==== Records shown
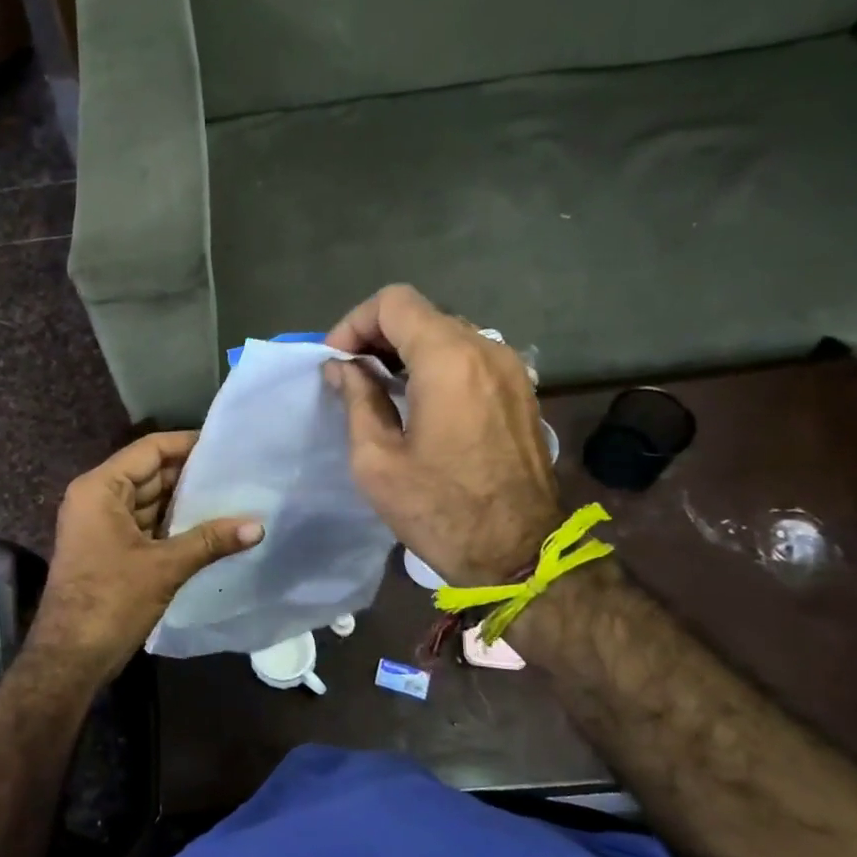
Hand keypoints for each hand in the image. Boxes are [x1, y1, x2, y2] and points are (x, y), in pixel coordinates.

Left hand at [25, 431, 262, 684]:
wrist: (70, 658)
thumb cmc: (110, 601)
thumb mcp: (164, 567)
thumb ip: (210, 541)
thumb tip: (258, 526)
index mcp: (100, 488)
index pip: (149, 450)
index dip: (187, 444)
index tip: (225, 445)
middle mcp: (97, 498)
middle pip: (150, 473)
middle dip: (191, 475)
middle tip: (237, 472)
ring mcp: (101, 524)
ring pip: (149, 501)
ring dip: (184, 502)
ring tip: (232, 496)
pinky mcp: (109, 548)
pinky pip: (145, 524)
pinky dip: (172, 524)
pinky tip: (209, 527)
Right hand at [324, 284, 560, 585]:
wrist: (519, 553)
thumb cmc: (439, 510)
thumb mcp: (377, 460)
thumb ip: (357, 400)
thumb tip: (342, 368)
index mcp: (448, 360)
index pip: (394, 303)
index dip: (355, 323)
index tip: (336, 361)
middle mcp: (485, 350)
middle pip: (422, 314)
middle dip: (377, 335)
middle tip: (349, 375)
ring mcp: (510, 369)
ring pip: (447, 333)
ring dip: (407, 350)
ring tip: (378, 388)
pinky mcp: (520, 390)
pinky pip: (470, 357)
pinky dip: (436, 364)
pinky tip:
========
==== Records shown
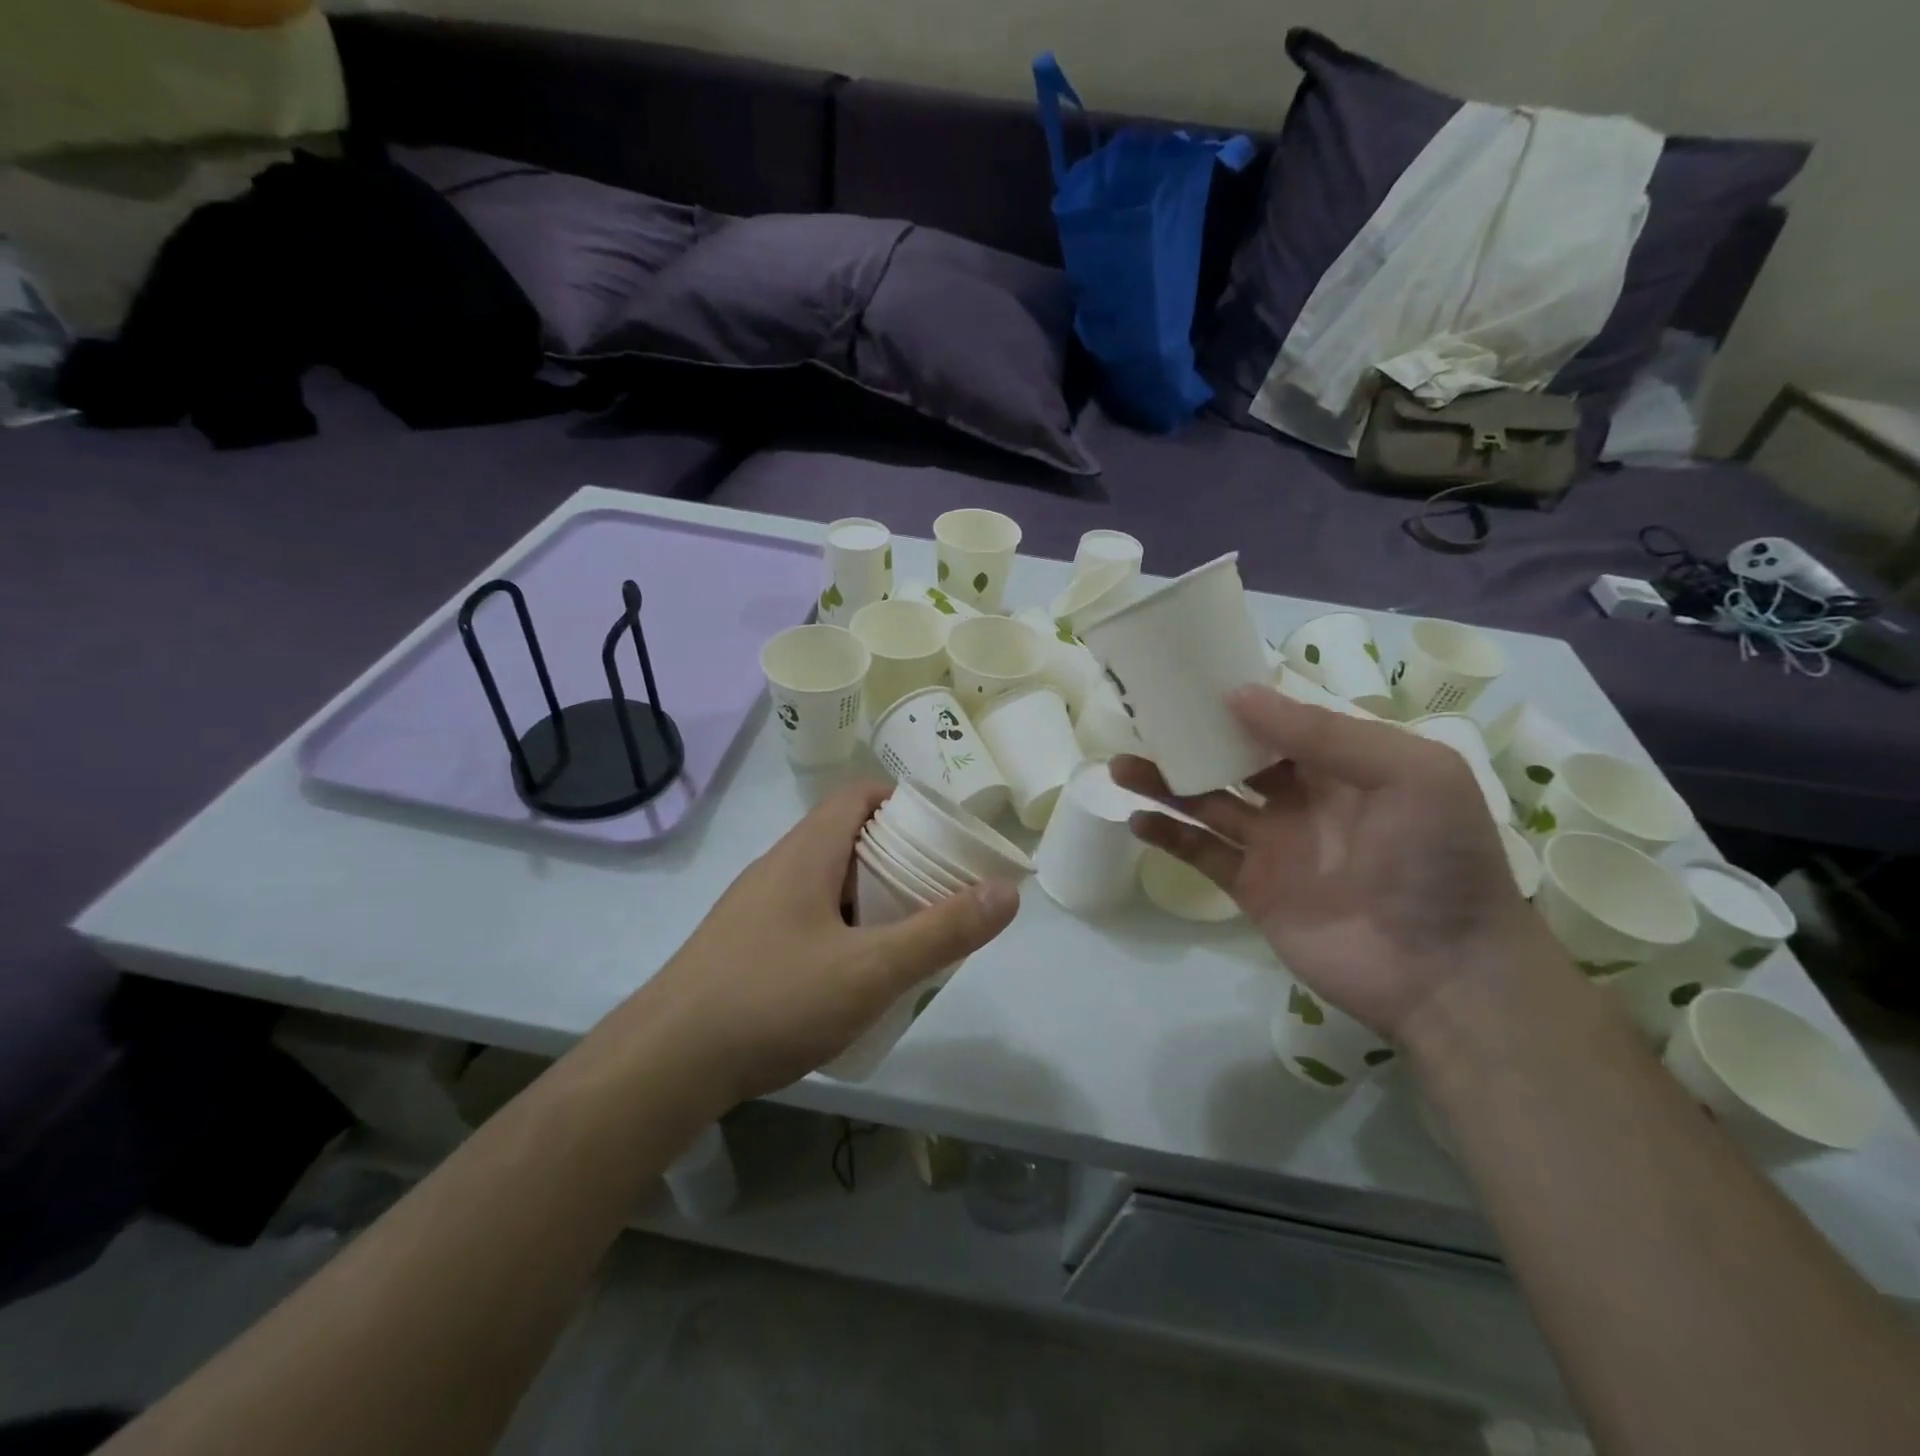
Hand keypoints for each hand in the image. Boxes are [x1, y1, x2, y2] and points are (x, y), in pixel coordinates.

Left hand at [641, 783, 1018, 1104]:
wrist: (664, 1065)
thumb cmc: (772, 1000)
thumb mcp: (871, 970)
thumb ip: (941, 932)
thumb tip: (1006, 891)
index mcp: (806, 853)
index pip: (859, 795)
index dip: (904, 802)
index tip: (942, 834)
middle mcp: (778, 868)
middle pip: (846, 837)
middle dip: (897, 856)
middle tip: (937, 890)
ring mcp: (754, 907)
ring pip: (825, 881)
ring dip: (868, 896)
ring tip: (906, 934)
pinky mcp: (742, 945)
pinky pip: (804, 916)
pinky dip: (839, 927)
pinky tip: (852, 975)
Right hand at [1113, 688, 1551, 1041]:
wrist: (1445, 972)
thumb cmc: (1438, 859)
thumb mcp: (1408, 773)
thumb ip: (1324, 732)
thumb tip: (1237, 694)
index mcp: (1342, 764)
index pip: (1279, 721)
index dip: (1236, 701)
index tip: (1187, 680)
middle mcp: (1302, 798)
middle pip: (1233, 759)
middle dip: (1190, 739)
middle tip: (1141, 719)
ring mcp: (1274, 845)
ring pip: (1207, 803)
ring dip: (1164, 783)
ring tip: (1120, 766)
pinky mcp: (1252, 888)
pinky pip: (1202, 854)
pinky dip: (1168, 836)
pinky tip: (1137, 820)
========
==== Records shown
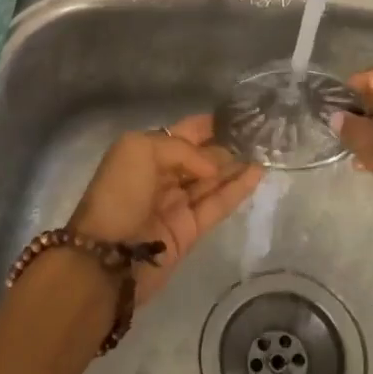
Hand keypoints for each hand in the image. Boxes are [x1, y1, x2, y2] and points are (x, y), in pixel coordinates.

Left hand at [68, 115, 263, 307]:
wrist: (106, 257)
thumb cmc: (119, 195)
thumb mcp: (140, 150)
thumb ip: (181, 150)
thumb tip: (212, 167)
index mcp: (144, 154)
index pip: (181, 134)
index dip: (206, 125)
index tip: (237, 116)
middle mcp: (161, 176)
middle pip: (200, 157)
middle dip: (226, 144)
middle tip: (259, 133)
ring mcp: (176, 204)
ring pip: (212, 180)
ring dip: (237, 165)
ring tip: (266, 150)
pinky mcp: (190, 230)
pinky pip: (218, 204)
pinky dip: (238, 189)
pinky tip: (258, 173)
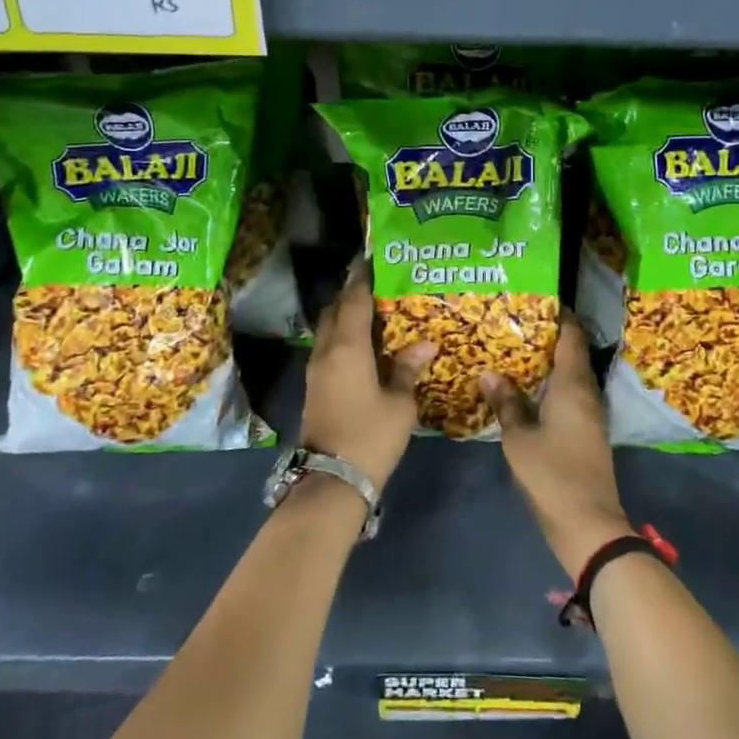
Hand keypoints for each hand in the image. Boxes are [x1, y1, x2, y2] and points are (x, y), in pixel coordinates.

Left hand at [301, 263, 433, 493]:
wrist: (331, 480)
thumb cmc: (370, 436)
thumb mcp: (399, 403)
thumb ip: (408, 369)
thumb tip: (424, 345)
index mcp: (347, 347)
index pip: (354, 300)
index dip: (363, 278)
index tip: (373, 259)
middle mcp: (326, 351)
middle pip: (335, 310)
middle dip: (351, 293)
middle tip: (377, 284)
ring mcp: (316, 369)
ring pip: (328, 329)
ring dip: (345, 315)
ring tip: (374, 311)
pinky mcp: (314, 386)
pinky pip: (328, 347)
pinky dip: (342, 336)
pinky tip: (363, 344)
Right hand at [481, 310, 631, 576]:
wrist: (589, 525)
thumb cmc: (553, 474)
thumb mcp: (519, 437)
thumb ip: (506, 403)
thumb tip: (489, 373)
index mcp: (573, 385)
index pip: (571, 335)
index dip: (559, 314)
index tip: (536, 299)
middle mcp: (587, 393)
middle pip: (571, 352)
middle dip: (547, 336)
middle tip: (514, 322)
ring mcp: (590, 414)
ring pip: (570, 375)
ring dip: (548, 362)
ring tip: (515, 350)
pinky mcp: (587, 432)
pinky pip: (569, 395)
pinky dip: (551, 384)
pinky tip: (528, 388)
========
Exercise description:
Your task is to restate, word for word, only those lines above that fall between the line holding "pinky pip: (328, 347)" and the line holding "pinky tip: (528, 388)", inclusive.

Result for this exercise:
pinky pip: (328, 347)
pinky dip: (342, 336)
pinky tip: (363, 344)
Right hand at [481, 310, 631, 576]:
wrist: (589, 525)
thumb cmc: (553, 474)
thumb mcp: (519, 437)
thumb ip: (506, 403)
thumb tip: (489, 373)
index mcp: (573, 385)
index pip: (571, 335)
index dip: (559, 314)
index tip: (536, 299)
middle mcp: (587, 393)
middle pip: (571, 352)
middle dip: (547, 336)
middle tip: (514, 322)
ring mcp: (590, 414)
ring pip: (570, 375)
ring dip: (548, 362)
ring tip: (515, 350)
pinky mcp: (587, 432)
pinky pip: (569, 395)
pinky dip: (551, 384)
pinky tip: (528, 388)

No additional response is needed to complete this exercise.